The Court held: Ordering people out of a vehicle at gunpoint and proning them on the ground, then handcuffing and securing them in a patrol car without any factual reason to believe they were armed and dangerous is beyond a Terry type investigative detention and is an arrest. Further, Fuentes could not rely on an unreasonable mistake of facts to develop probable cause. She had exculpatory evidence on her computer in the vehicle description which she failed to read. The arrest was unlawful and Fuentes was not entitled to qualified immunity.

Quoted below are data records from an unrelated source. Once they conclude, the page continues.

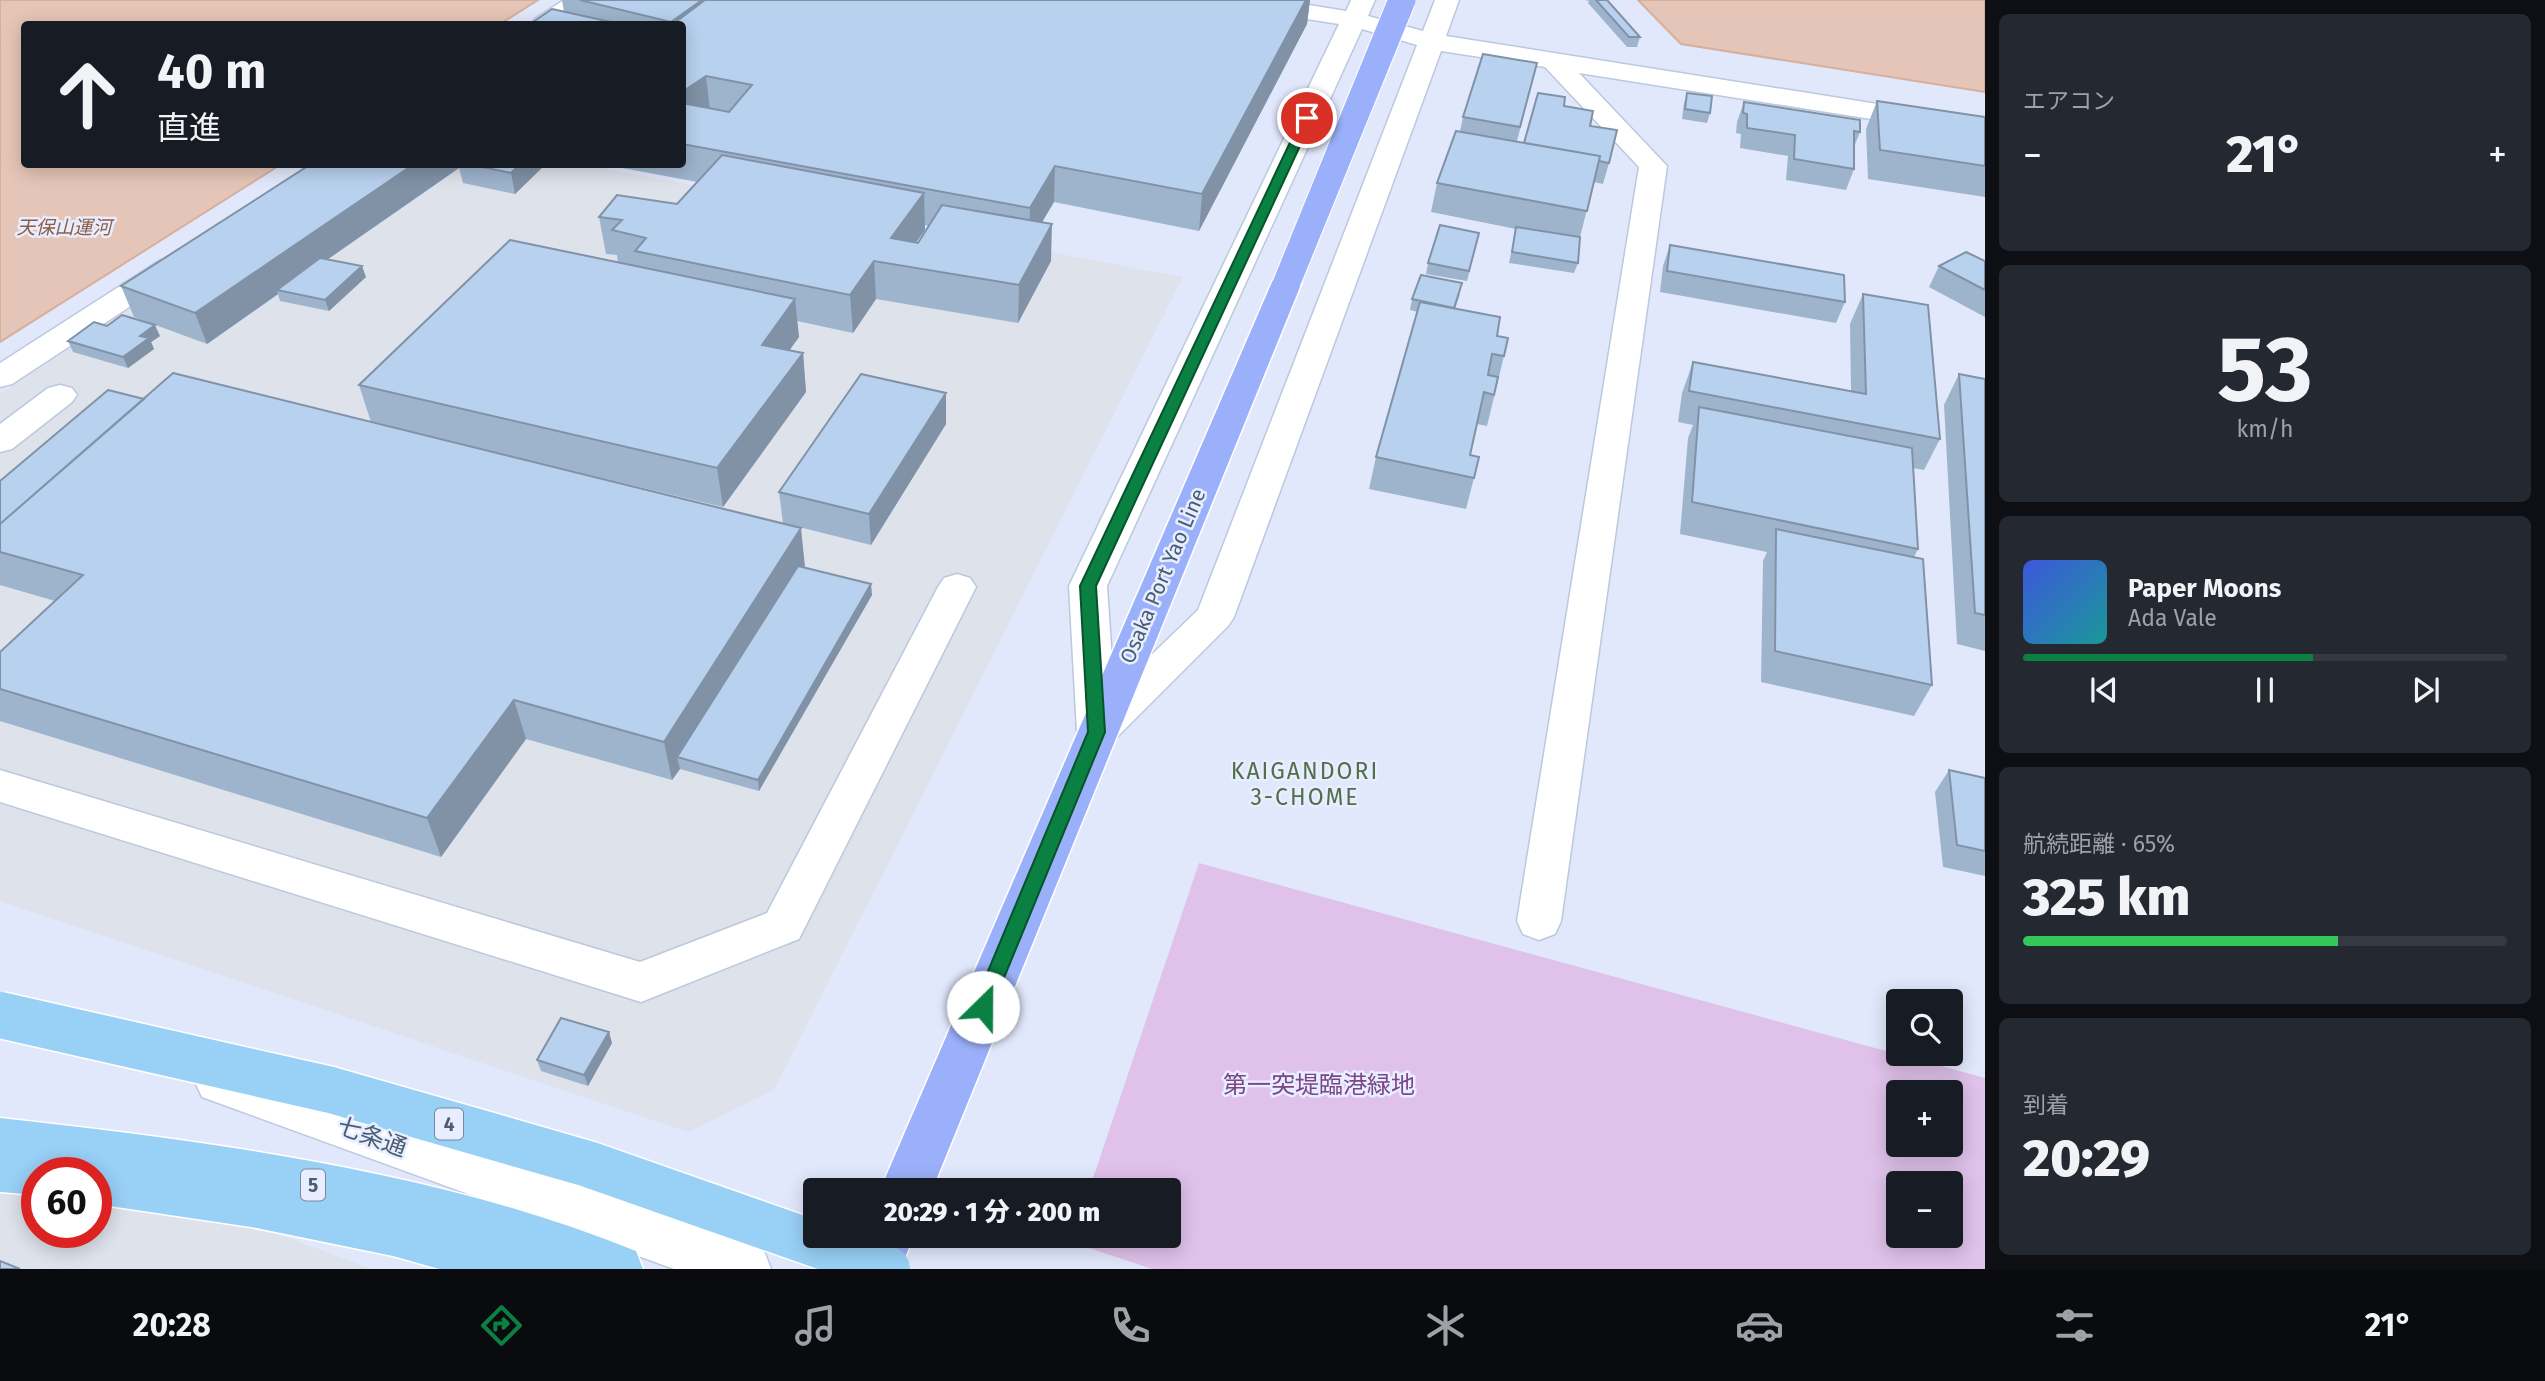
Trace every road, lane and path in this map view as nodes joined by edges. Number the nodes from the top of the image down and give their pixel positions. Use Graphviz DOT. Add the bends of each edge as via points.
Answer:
graph roads {
  1 [pos="581,0"];
  2 [pos="1231,0"];
  3 [pos="1402,0"];
  4 [pos="1447,0"];
  5 [pos="1358,9"];
  6 [pos="549,21"];
  7 [pos="1433,42"];
  8 [pos="1555,63"];
  9 [pos="1985,129"];
  10 [pos="199,248"];
  11 [pos="0,377"];
  12 [pos="60,395"];
  13 [pos="0,442"];
  14 [pos="957,587"];
  15 [pos="1097,732"];
  16 [pos="0,786"];
  17 [pos="1539,921"];
  18 [pos="0,1007"];
  19 [pos="0,1016"];
  20 [pos="0,1141"];
  21 [pos="0,1169"];
  22 [pos="21,1171"];
  23 [pos="911,1178"];
  24 [pos="112,1182"];
  25 [pos="883,1248"];
  26 [pos="527,1269"];
  27 [pos="617,1269"];
  28 [pos="745,1269"];
  29 [pos="839,1269"];
  30 [pos="874,1269"];
  31 [pos="887,1269"];
  1 -- 6 [label="street"];
  2 -- 5 [label="street"];
  3 -- 15 [label="main road, Osaka Port Yao Line, bridge"];
  4 -- 7 [label="street"];
  5 -- 7 [label="street"];
  5 -- 15 [label="street" via="1088,586"];
  7 -- 8 [label="street"];
  7 -- 15 [label="street" via="1215,617"];
  8 -- 9 [label="street"];
  8 -- 17 [label="street" via="1654,166"];
  10 -- 11 [label="street"];
  12 -- 13 [label="street"];
  14 -- 16 [label="street" via="783,926 640,982"];
  15 -- 23 [label="main road, Osaka Port Yao Line"];
  18 -- 28 [label="street, 七条通"];
  18 -- 29 [label="highway, bridge" via="330,1093"];
  19 -- 31 [label="highway, 4, bridge" via="331,1090 588,1164"];
  20 -- 27 [label="highway, 5" via="258,1174 408,1205"];
  21 -- 22 [label="highway"];
  24 -- 26 [label="highway" via="380,1228"];
  25 -- 30 [label="main road"];
}
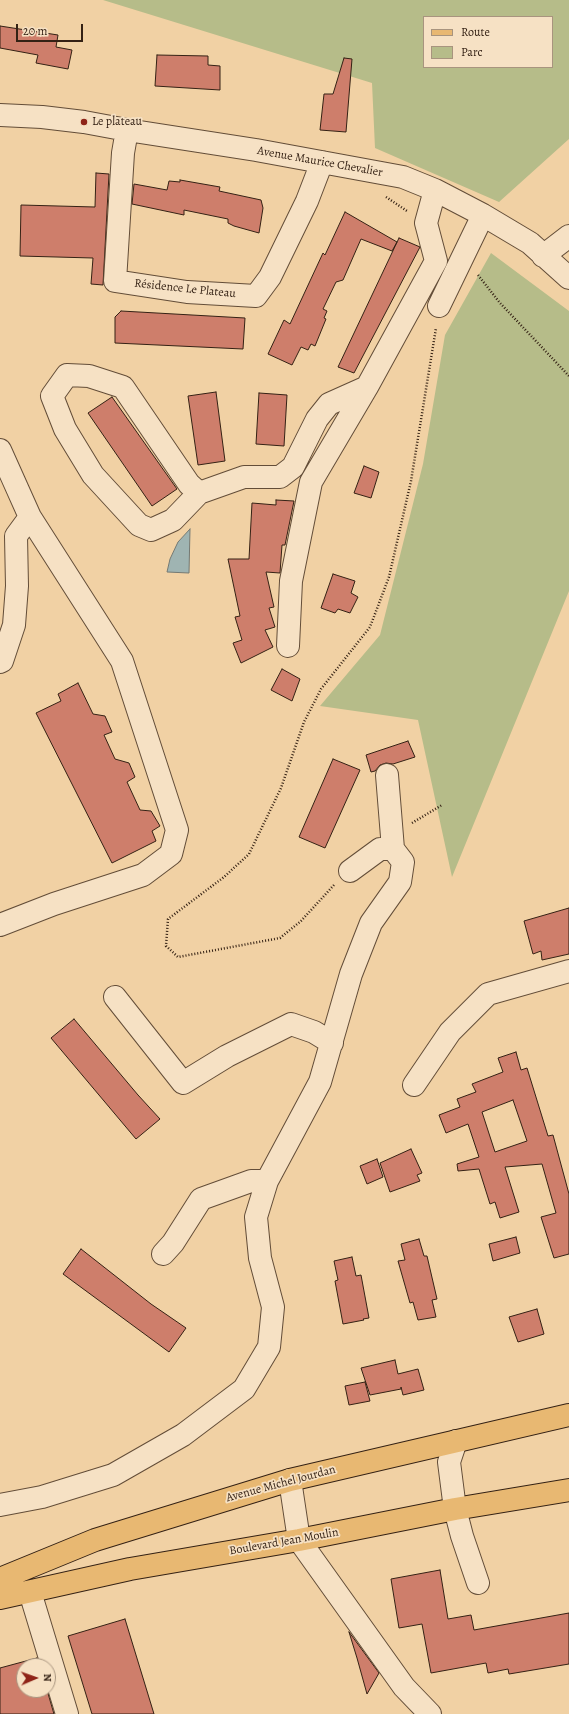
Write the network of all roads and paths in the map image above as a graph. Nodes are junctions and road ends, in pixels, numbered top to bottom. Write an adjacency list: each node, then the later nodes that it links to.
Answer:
1 (0, 103): 3 (street, Avenue Maurice Chevalier)
2 (0, 114): 3 (street, Avenue Maurice Chevalier)
3 (42, 117): 4 (street, Avenue Maurice Chevalier)
4 (128, 130): 5 (street, Avenue Maurice Chevalier); 5 (street, Résidence Le Plateau)
5 (322, 162): 6 (street, Avenue Maurice Chevalier)
6 (435, 190): 7 (street, Avenue Maurice Chevalier); 14 (street)
7 (484, 215): 9 (street, Avenue Maurice Chevalier); 12 (street)
8 (569, 236): 9 (street)
9 (543, 256): 11 (street, Avenue Maurice Chevalier)
10 (477, 274): 13 (path)
11 (569, 278)
12 (439, 306): 24 (path)
13 (569, 376)
14 (368, 387): 16 (street); 19 (street)
15 (0, 450): 17 (street)
16 (199, 493): 16 (street)
17 (30, 517): 18 (street); 25 (street)
18 (8, 536): 20 (street)
19 (288, 646)
20 (0, 662)
21 (387, 775): 23 (street)
22 (442, 804): 23 (path)
23 (393, 842): 24 (street); 28 (street)
24 (350, 872)
25 (0, 925)
26 (569, 971): 29 (street)
27 (115, 997): 28 (street)
28 (332, 1043): 30 (street)
29 (414, 1084)
30 (267, 1181): 31 (street); 36 (street)
31 (163, 1254)
32 (569, 1415): 33 (main road, Avenue Michel Jourdan)
33 (456, 1441): 34 (main road, Avenue Michel Jourdan); 37 (street)
34 (290, 1480): 38 (street); 39 (main road, Avenue Michel Jourdan)
35 (569, 1490): 37 (main road, Boulevard Jean Moulin)
36 (0, 1505)
37 (456, 1509): 38 (main road, Boulevard Jean Moulin); 40 (street)
38 (299, 1540): 41 (main road, Boulevard Jean Moulin); 44 (street)
39 (0, 1579)
40 (478, 1583)
41 (30, 1592): 42 (main road, Boulevard Jean Moulin); 43 (street)
42 (0, 1598)
43 (67, 1714)
44 (430, 1714)

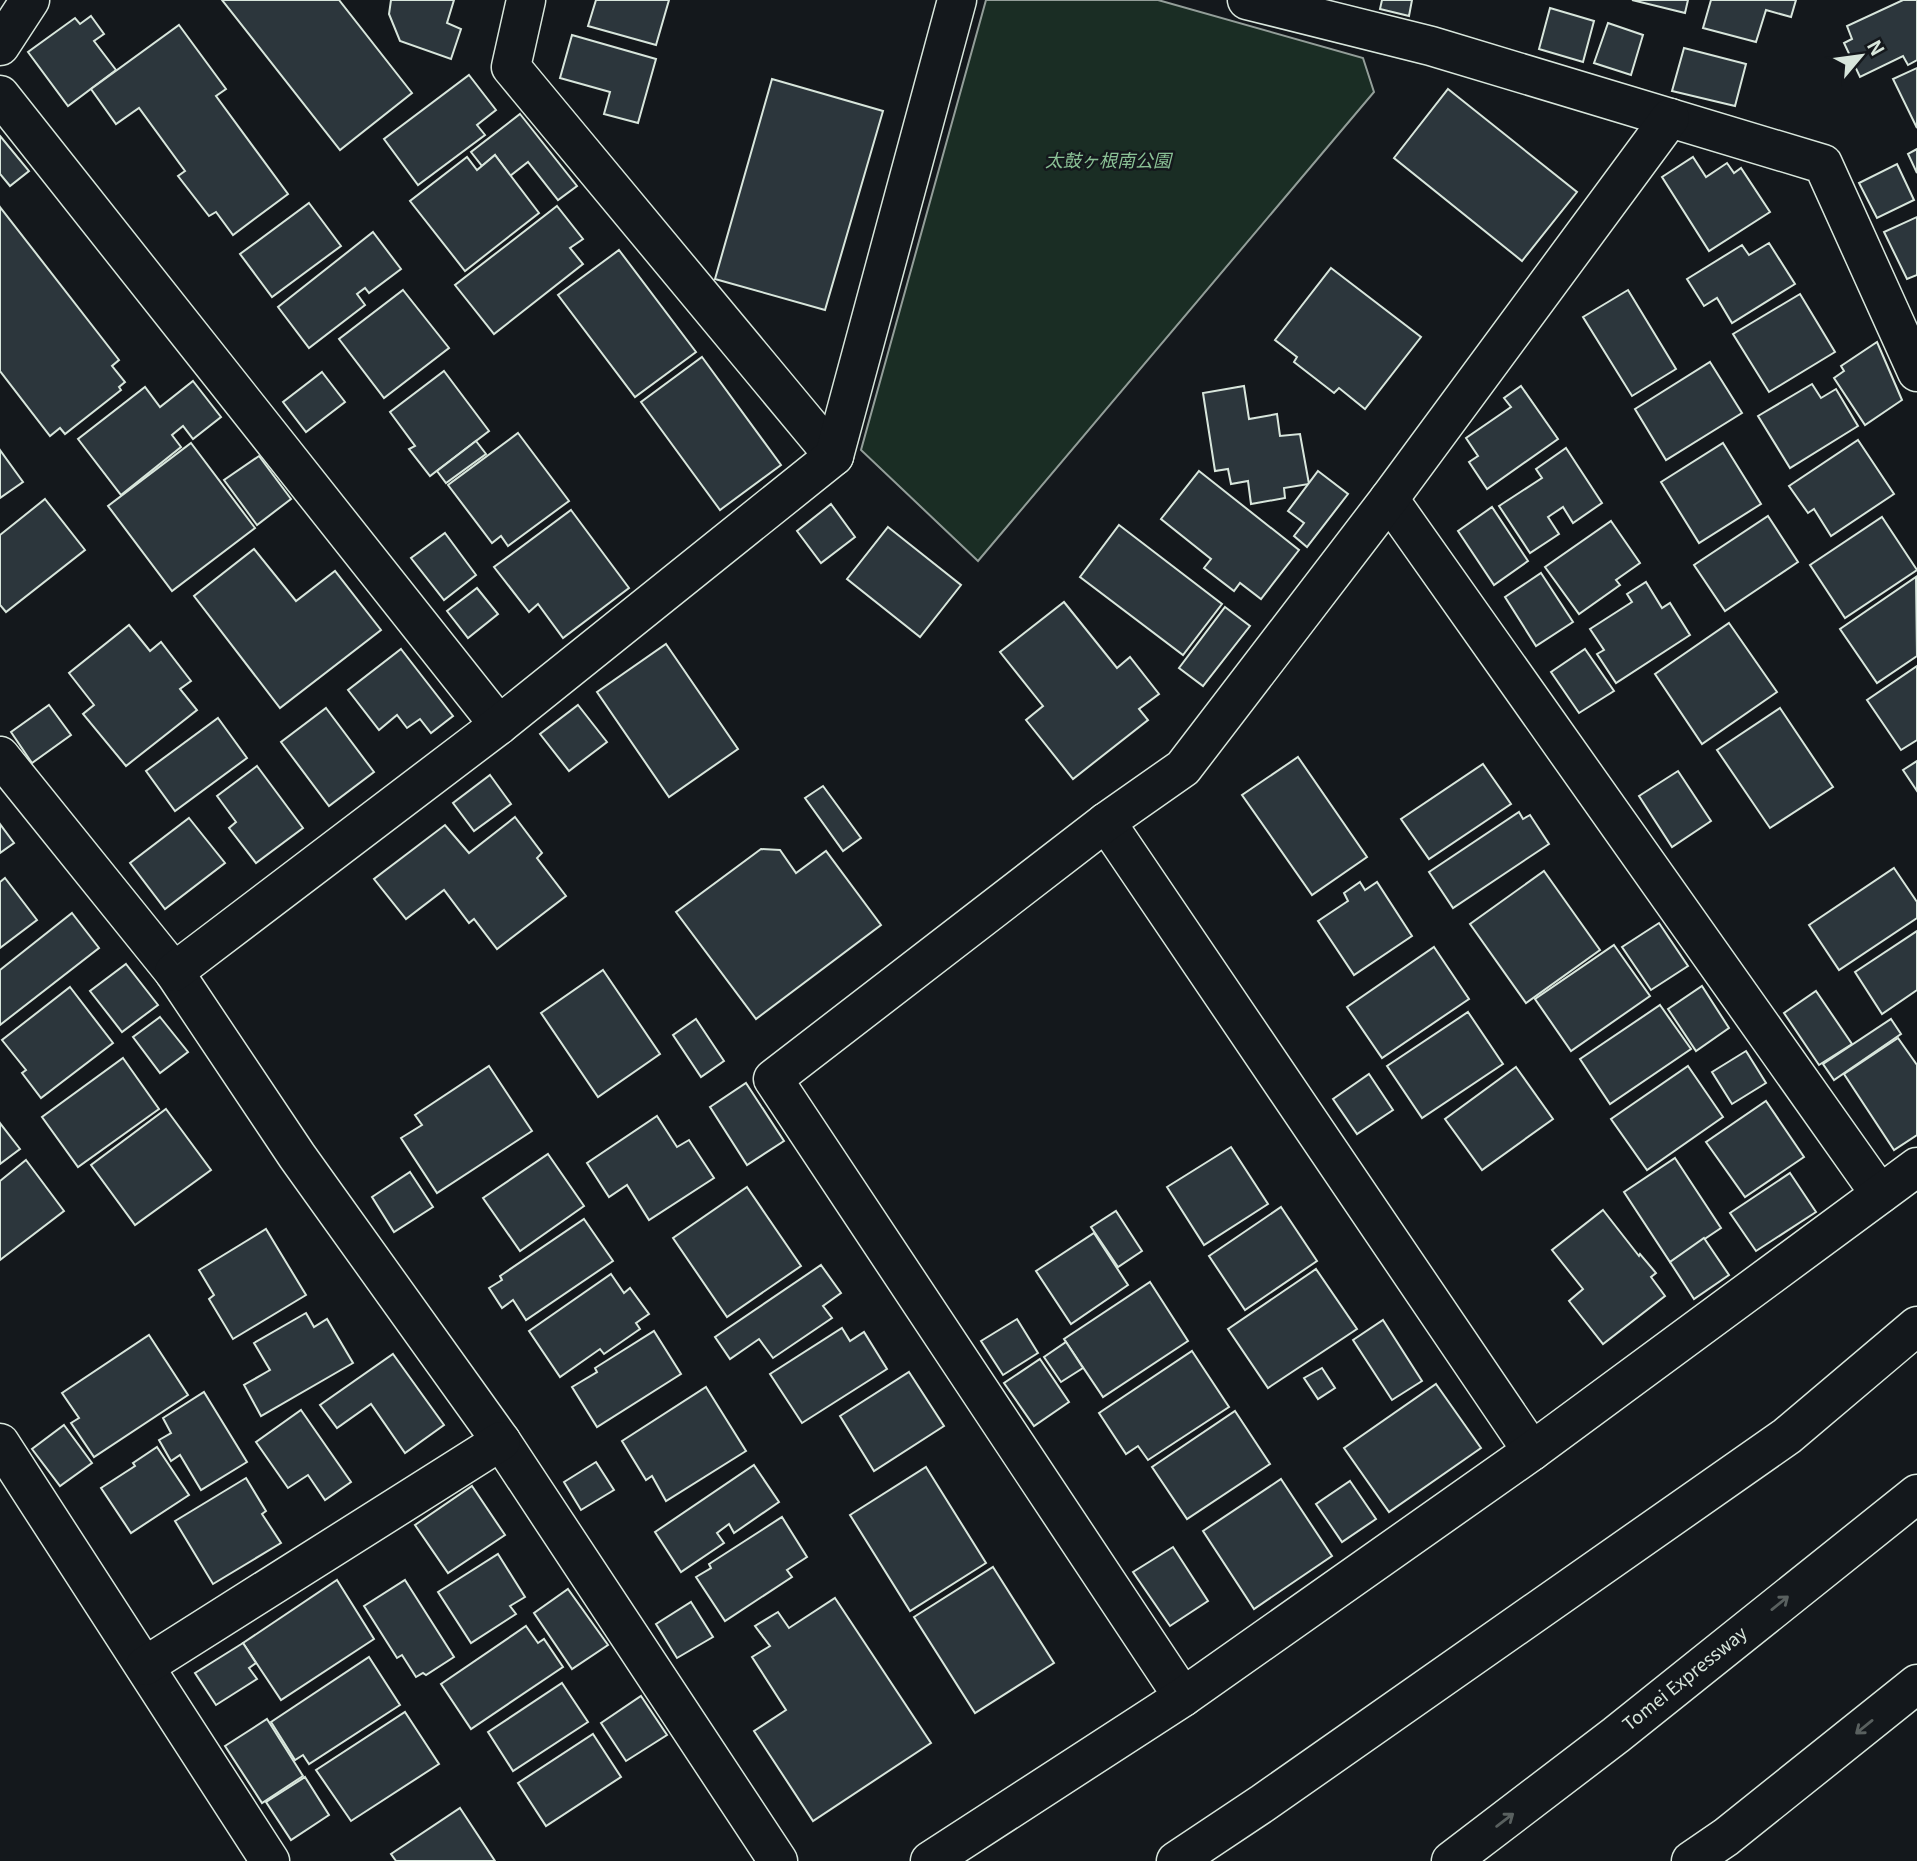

Caetano v. Massachusetts, 577 US ___ (SCOTUS, 2016)-Caetano was carrying a Taser for protection from an abusive ex-boyfriend. She was contacted by police after a friend she was with was arrested for shoplifting. The officer asked to look in her purse. She gave permission. A Taser was found. Massachusetts had a law making it illegal to possess stun guns. Caetano was arrested. She claimed she was carrying the Taser as a Second Amendment right. The lower courts denied her claim and said that the Taser was not covered by the Second Amendment. The Supreme Court held that the Second Amendment does extend to stun guns.
US v. Phillips, 14-14660 (11Cir 2016)-A writ of bodily attachment for unpaid child support is a
warrant for purposes of the Fourth Amendment. Police can arrest on a civil warrant and can conduct a search incident to arrest.
Dist. of Columbia v. Wesby, No. 15-1485 (SCOTUS 2018)-Officers went to a vacant house on a disturbance. They arrived and found numerous people inside having a party. The officers contacted the owner and was advised that no one had permission to be in the house. The officers arrested the partygoers for unlawful entry. Several partygoers sued for false arrest claiming that they did not know they were not allowed in the house. The district court held that the officers did not have probable cause to arrest the partygoers and the officers did not have qualified immunity. The D.C. Circuit affirmed the lower court's decision.
The US Supreme Court reversed holding The panel majority failed to follow two basic and well established principles of law. First, it viewed each fact "in isolation, rather than as a factor in the totality of the circumstances." Second, it believed that it could dismiss outright any circumstances that were "susceptible of innocent explanation.